The desirability function approach itself involves a degree of subjectivity, particularly in the selection of variables and the application of equal weighting, which may influence the ranking of formulations. The relatively small differences observed among mixtures further indicate that several formulations may be considered comparably suitable depending on specific objectives.
Finally, the study was conducted using bovine milk and whey from a single production context. Variability related to breed, season, feeding, and processing conditions, as well as differences in non-bovine milk systems, were not addressed and may influence the generalizability of the findings.
5. Conclusions
This study demonstrated that the composition and functional properties of dairy systems can be effectively modulated by controlled incorporation of whey into milk. Significant differences were observed among milk and whey fractions, with whey-derived products characterized by lower protein and casein content but enriched in lactose and acidity-related components. Among the evaluated whey types, cottage cheese whey exhibited the most favorable balance of physicochemical and amino acid characteristics, making it a suitable candidate for further formulation.
Multivariate analysis confirmed that protein-related parameters (protein, casein, total solids, and amino acid fractions) are the primary drivers of compositional variability, while fermentation-related factors contribute to secondary differentiation. The integration of these variables through desirability function analysis enabled the identification of optimal formulations based on multiple criteria rather than single-parameter maximization.
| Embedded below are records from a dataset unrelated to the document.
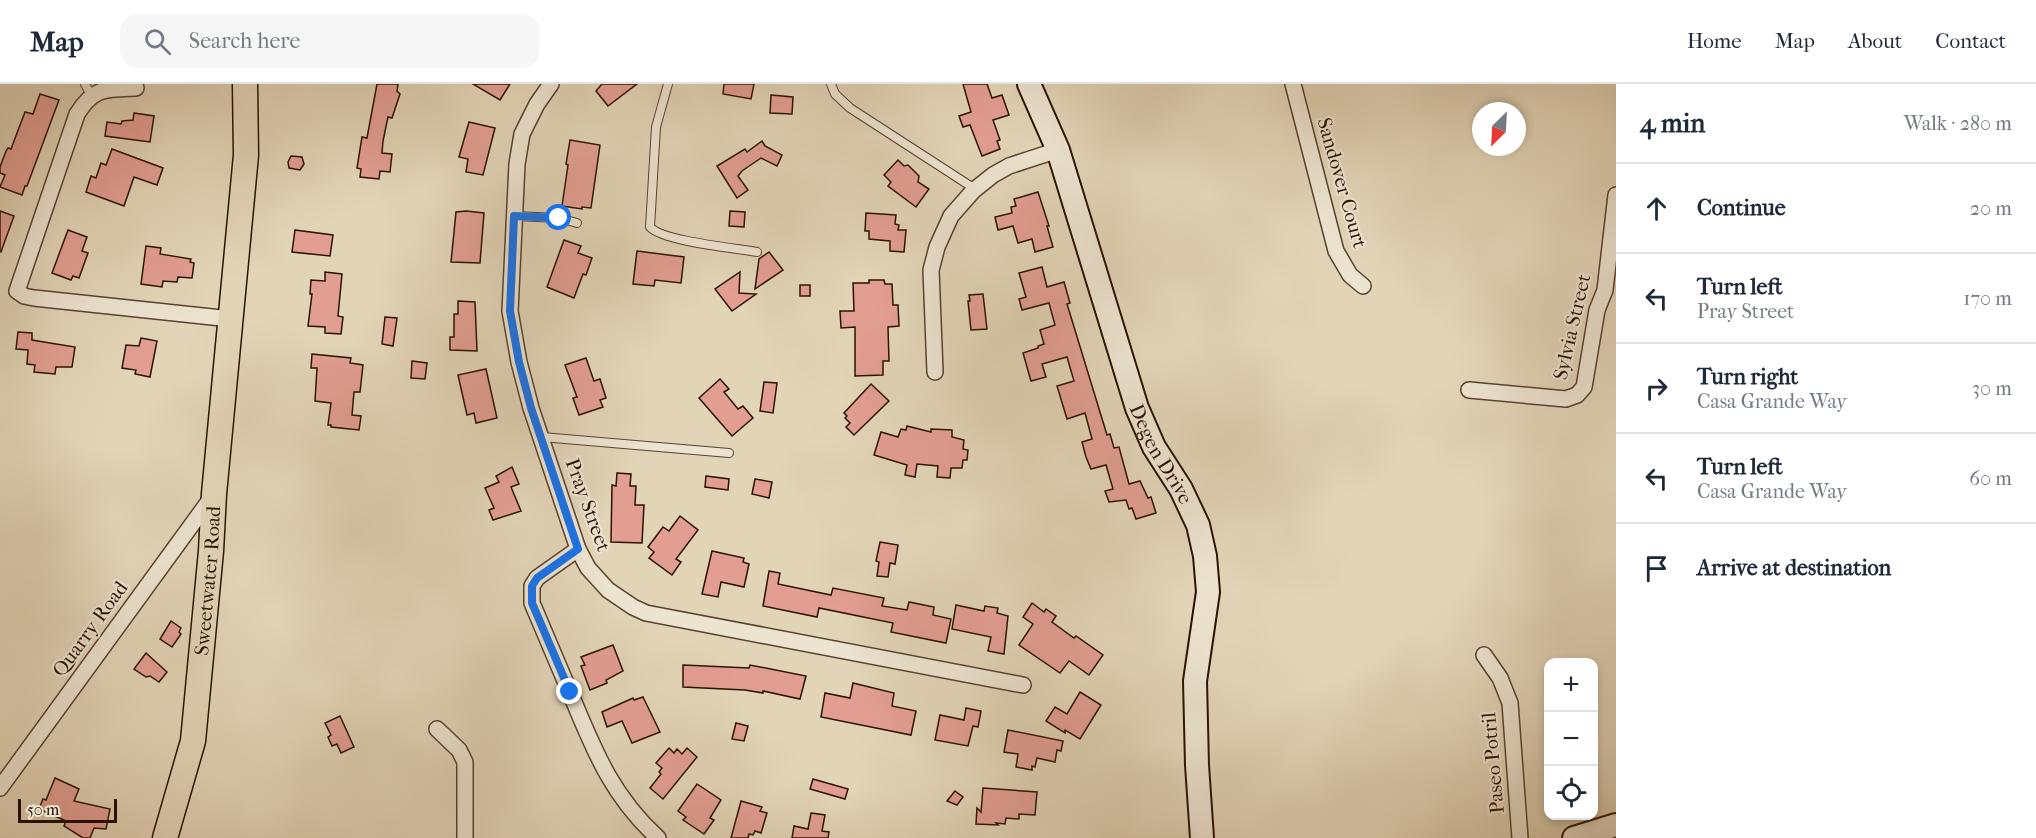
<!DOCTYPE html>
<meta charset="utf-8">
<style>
:root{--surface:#fff;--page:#f6f6f7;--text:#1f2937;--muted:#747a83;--line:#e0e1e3}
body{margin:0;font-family:"IM FELL French Canon",serif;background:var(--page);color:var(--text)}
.controls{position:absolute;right:18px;bottom:18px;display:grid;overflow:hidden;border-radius:12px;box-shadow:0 3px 9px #0003}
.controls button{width:54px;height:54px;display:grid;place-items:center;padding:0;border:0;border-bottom:2px solid var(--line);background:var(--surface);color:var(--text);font:30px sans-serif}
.compass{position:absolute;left:1472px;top:18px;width:54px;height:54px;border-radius:50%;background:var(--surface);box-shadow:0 3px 9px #0003;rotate:204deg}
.scale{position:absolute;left:18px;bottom:15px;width:99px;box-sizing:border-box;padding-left:6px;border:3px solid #2b1200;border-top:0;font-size:16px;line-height:21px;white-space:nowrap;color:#2b1200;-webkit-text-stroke:4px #ece3d0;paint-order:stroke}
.stop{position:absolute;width:18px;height:18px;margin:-14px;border:4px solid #1a73e8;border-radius:50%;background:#fff}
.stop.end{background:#1a73e8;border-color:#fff;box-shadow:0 2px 6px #0008}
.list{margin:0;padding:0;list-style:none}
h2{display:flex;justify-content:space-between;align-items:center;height:78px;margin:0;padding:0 24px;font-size:26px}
h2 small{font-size:20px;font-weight:400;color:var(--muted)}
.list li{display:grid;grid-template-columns:39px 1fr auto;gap:18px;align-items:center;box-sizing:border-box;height:90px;padding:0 24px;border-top:2px solid var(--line)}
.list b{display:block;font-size:22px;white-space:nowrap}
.list p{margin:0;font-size:20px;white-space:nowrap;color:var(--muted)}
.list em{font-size:20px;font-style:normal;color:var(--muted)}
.icon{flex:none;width:33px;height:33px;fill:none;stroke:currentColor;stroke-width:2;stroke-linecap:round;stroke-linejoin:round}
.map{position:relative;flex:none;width:1616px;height:754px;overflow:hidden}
header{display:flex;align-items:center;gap:36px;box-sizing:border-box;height:84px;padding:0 30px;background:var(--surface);border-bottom:2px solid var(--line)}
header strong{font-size:28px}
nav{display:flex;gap:33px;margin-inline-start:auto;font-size:21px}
.search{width:420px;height:54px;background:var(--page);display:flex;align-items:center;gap:15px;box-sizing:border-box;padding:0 21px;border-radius:18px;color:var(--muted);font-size:22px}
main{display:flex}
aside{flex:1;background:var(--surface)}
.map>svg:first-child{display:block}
</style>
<header>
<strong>Map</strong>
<div class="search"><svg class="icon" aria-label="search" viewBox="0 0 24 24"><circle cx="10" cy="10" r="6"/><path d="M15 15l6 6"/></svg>Search here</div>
<nav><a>Home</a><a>Map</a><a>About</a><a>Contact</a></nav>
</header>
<main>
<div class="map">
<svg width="1616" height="754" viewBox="0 0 1616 754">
<rect width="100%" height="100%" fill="#e2d4b7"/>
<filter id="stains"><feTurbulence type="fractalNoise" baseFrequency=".00333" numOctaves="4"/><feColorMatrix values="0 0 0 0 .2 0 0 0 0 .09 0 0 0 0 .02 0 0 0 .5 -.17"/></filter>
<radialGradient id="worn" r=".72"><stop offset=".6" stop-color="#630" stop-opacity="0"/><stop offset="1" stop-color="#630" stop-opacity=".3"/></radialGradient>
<g fill="#e29e92" stroke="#2b1200" stroke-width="1.5">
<polygon points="377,0 398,0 397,7 400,10 392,34 388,33 383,57 382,69 392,70 390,88 380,87 379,95 360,93 361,85 357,84 362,53 367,54"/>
<polygon points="473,0 510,0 500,16"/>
<polygon points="602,0 637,0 608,22 596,7"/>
<polygon points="724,0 754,0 751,15 723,10"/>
<polygon points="963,0 987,0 992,14 1002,11 1009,31 993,36 1000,56 997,57 1000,65 982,72 970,41 963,43 959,32 971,28"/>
<polygon points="40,10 59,16 27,102 25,102 22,111 0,103 5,91 0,89 0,83 6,67 8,64 11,65 25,28 33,30"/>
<polygon points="771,11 793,13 792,30 770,29"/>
<polygon points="134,29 154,32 150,58 105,52 107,38 121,40 122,37 133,36"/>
<polygon points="469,38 495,44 483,91 466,88 468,75 459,73"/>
<polygon points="570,56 600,61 591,124 582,123 582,125 562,122 568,81 566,80"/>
<polygon points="762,57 765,62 782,71 777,82 761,74 742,87 738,92 748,106 737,114 717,82 745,65 747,68"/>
<polygon points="112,65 163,84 157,101 134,93 124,122 86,108 91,92 96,94 101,79 106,81"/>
<polygon points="291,72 302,73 304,80 300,86 289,84 288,78"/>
<polygon points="898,76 904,82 908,81 919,92 918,98 929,105 916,123 888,102 891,98 884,91"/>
<polygon points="1038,108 1049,142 1047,142 1053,163 1035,168 1032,155 1018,159 1013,142 998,146 995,133 1012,129 1011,123 1016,122 1014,115"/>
<polygon points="0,127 14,132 1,168 0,167"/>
<polygon points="466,127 484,129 480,179 451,178 456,128"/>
<polygon points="730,127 745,128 744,143 729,142"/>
<polygon points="866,129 896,131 895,140 899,141 898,146 906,146 904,168 890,167 890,157 869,155 869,147 865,147"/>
<polygon points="68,146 87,153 82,167 88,169 79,194 73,192 71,196 52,189"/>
<polygon points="295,146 333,151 330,172 292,168"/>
<polygon points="564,156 581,162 578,169 592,174 586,191 583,190 574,214 547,203"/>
<polygon points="146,162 161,164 160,170 191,175 190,178 194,179 192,194 178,193 177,198 163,197 162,203 141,200"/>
<polygon points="637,167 684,173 681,199 655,196 654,202 633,200"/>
<polygon points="769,168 783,186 755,205 759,175"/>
<polygon points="1042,183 1047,203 1064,198 1070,219 1067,220 1107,351 1110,350 1114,364 1119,363 1129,400 1140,397 1148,414 1151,413 1156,429 1136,435 1132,424 1129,425 1126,416 1109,418 1105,407 1113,405 1106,381 1091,385 1086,373 1082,358 1092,355 1085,329 1067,335 1057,302 1074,297 1067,273 1042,280 1046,293 1031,297 1023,269 1038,264 1038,262 1044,260 1040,246 1055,241 1049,219 1022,226 1019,215 1026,213 1019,189"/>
<polygon points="325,188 342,190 338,232 343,233 341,250 325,249 325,243 308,242 312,210 310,210 311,196 325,197"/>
<polygon points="740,188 739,209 756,210 732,227 715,205"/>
<polygon points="869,196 884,196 885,200 892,200 893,221 898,221 899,242 888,243 889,277 883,277 883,291 855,292 855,243 841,244 840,227 854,227 853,199 869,199"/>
<rect x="800" y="201" width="10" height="11"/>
<polygon points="983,210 987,245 971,246 968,217 970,217 969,211"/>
<polygon points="458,217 475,218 477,267 450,266 450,253 454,253 454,230 458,230"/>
<polygon points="385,233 397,234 393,262 382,260"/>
<polygon points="18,248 32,249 32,256 75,263 72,283 56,283 55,290 34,288 35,281 27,280 28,266 16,265"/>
<polygon points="141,254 157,257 150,293 135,290 136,286 122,284 126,261 139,262"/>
<polygon points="312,270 351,274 350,279 363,281 360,308 354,308 352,331 361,332 359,346 331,343 331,341 328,341 331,319 315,317 317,284 311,284"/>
<polygon points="586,274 594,297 600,295 606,314 600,316 603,323 579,331 573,314 577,313 565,281"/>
<polygon points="412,277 427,279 425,295 411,294"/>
<polygon points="486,285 497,334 476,339 474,329 467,331 458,291"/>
<polygon points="720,295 729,305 724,308 738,325 743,322 753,334 732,352 699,314"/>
<polygon points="764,298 777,299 773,329 760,327"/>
<polygon points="871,300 889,317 854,351 846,343 850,339 845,334 847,332 844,329"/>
<polygon points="907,342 931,348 931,345 952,346 952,353 964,356 963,365 968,366 967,376 963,376 962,384 951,384 950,394 937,393 938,382 917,380 915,393 905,391 907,381 874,371 881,348 898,353 901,345 906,346"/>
<polygon points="512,383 519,400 511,403 521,427 493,436 489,426 494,424 485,404 499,398 496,392"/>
<polygon points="617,389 631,390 630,402 636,402 635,421 644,421 642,459 611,458 612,401 616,402"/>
<polygon points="706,392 729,395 728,406 705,403"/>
<polygon points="755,395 772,398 769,414 752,410"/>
<polygon points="680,432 698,446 676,475 681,478 672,491 649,474 654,468 648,463 663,443 669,447"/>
<polygon points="880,458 898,461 895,480 890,479 888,493 877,492 879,478 876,477"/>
<polygon points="712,467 744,474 743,478 749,480 744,503 721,498 718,513 702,510"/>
<polygon points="769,487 780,489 778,500 831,511 833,504 884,514 882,522 907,526 909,518 934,523 933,531 951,535 946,559 891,548 893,539 819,524 817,533 763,522"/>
<polygon points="1032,519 1044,528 1046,525 1056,532 1052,538 1074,554 1076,552 1103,571 1089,591 1069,577 1060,589 1019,561 1033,540 1023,533"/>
<polygon points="956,521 984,527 985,522 998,524 997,529 1008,532 1004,570 988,567 991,553 952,545"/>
<polygon points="171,537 181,544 179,548 181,550 172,563 160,555"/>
<polygon points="613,561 623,587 606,596 607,599 590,606 581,582 585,581 581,573"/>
<polygon points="146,569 167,588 159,598 150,592 146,593 134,585"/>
<polygon points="683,581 749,584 750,581 806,592 800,615 763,607 763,609 745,606 683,603"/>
<polygon points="853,599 894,609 892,622 916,627 911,651 821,633 825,609 850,614"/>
<polygon points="1080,608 1101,621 1080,655 1065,646 1065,649 1046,637 1055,623 1067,630"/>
<polygon points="643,613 660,648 632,659 622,637 607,643 602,628 633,614 634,616"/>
<polygon points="966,624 981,627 978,643 973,642 968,662 935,656 940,631 964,636"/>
<polygon points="340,632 354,663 341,669 337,660 332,662 328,653 331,651 325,639"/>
<polygon points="736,639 748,642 744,657 732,655"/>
<polygon points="1008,646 1063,657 1061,667 1057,666 1055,678 1037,674 1035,683 1032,682 1032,686 1016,683 1018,670 1004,668"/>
<polygon points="669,664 674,669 677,665 682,670 687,664 697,673 663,715 650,704 661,690 659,688 662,684 656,679"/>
<polygon points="55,694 79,705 74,717 110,725 106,745 94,744 90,754 83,754 64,742 66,737 39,725 43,715 46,716"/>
<polygon points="813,695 848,705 845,715 810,705"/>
<polygon points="697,700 721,716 710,734 714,736 704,750 683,736 686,733 678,727"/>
<polygon points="983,704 1037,708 1035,731 1019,730 1019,735 1006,734 1005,740 996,739 998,741 976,740 977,724 981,728"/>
<polygon points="955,707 963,713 957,721 947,717"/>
<polygon points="741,717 762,723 760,727 767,729 761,749 755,747 753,751 749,750 748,754 731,754"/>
<polygon points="811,729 825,731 822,747 829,748 828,754 792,754 794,742 808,745"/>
</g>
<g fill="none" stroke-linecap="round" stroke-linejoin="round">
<g stroke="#59422e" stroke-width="10">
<g id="lane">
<polyline points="85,0 91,11"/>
<path d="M 668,0 L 656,43 L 650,143 C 662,157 735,164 757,168"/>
<polyline points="831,0 835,10 850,24 975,105"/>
<polyline points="514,132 559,134 577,139"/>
<polyline points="542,353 729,369"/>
</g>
</g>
<g stroke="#59422e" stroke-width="18">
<g id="street">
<polyline points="551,0 537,20 522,50 517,80 510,227 519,278 531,324 578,465 588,484 608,506 633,523 646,529 1023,601"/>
<polyline points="1293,0 1336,167 1350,191 1363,202"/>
<path d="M 136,4 C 106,5 94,3 77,30 L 17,207 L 24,212 L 34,214 L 231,235"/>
<polyline points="935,288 931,186 937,163 951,132 973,107 993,91 1009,82 1058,66"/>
<polyline points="1469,306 1566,315 1577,311 1584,303 1597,226 1605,206 1616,111"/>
<path d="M 578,465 L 537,494 L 532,502 L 532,519 C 546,552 560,585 574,618 C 596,671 614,714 658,754"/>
<polyline points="1484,571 1500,594 1510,619 1520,754"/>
<polyline points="437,645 459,666 465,678 465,754"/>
<polyline points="0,704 212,413"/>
</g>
</g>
<g stroke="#2b1200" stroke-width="26">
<g id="secondary">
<path id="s1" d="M 1029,0 L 1058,66 L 1137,324 L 1154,363 L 1181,405 L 1198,441 L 1205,472 L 1208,508 L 1195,597 L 1197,681 L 1202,754"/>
<polyline points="1574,754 1616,741"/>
</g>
</g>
<g stroke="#2b1200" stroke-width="27">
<g id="primary">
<path id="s2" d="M 165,754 L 193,657 L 211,467 L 214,410 L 246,71 L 245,0"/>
</g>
</g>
<use href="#lane" stroke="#ece3d0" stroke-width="8"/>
<use href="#street" stroke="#ece3d0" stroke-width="15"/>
<use href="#secondary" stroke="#ece3d0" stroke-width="22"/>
<use href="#primary" stroke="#e2d4b7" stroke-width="24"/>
</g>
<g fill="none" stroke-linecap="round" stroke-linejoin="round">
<polyline stroke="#1a73e8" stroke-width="8" points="559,134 514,132 510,227 519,278 531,324 578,465 537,494 532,502 532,519 570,608"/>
</g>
<g text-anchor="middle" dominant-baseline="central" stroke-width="4.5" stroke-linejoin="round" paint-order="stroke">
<g font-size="20" fill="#2b1200" stroke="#ece3d0">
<text transform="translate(1342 99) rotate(74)">Sandover Court</text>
<text transform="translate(1572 243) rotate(-77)">Sylvia Street</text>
<text stroke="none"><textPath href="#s1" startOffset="394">Degen Drive</textPath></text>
<text transform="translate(588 421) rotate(70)">Pray Street</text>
<text stroke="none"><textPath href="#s2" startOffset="262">Sweetwater Road</textPath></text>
<text transform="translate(90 545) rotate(-54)">Quarry Road</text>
<text transform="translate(1493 679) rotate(-95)">Paseo Potril</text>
</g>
</g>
<rect width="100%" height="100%" filter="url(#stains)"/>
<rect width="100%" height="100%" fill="url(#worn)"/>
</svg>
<div class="controls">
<button>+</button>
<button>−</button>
<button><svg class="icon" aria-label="locate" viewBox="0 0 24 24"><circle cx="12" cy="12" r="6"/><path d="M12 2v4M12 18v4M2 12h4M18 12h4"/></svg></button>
</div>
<svg class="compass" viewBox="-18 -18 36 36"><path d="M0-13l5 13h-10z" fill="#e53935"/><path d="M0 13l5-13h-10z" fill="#747a83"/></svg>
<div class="scale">50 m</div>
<div class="stop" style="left:559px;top:134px"></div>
<div class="stop end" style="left:570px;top:608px"></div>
</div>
<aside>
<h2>4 min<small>Walk · 280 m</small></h2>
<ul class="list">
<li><svg class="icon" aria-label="ahead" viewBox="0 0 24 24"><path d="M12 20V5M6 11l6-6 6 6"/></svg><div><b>Continue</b></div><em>20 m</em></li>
<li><svg class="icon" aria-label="left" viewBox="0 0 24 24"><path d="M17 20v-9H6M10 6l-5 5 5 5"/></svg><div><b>Turn left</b><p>Pray Street</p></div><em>170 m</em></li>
<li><svg class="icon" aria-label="right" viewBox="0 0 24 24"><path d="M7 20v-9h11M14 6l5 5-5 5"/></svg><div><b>Turn right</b><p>Casa Grande Way</p></div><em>30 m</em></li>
<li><svg class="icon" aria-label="left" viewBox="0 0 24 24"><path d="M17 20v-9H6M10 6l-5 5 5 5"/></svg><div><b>Turn left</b><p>Casa Grande Way</p></div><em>60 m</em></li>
<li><svg class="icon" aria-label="arrive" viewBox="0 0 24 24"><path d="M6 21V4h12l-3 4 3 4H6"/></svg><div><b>Arrive at destination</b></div></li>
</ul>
</aside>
</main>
Among the tested formulations, the mixture containing 30% whey (M5) showed the highest desirability within the applied model, reflecting a balanced combination of nutritional, physicochemical, and sustainability-related parameters. This result highlights that moderate whey incorporation can enhance resource utilization without compromising product performance.
However, this finding should be interpreted within the limitations of the applied model and selected variables. The optimization does not account for sensory quality, storage stability, rheological properties, or bioavailability, and therefore does not represent a definitive optimal product in a practical context. Future research should focus on validating these findings through sensory evaluation, functional and rheological characterization, shelf-life studies, and assessment of nutrient bioavailability. Extension of the proposed approach to different milk sources and processing conditions, as well as refinement of the optimization model through alternative weighting strategies, would further strengthen its applicability in dairy product development.
Overall, the findings support the application of integrated analytical and optimization approaches for the development of value-added dairy systems. The proposed framework can be used to guide the rational design of whey-enriched products within the context of sustainable food production and circular bioeconomy strategies.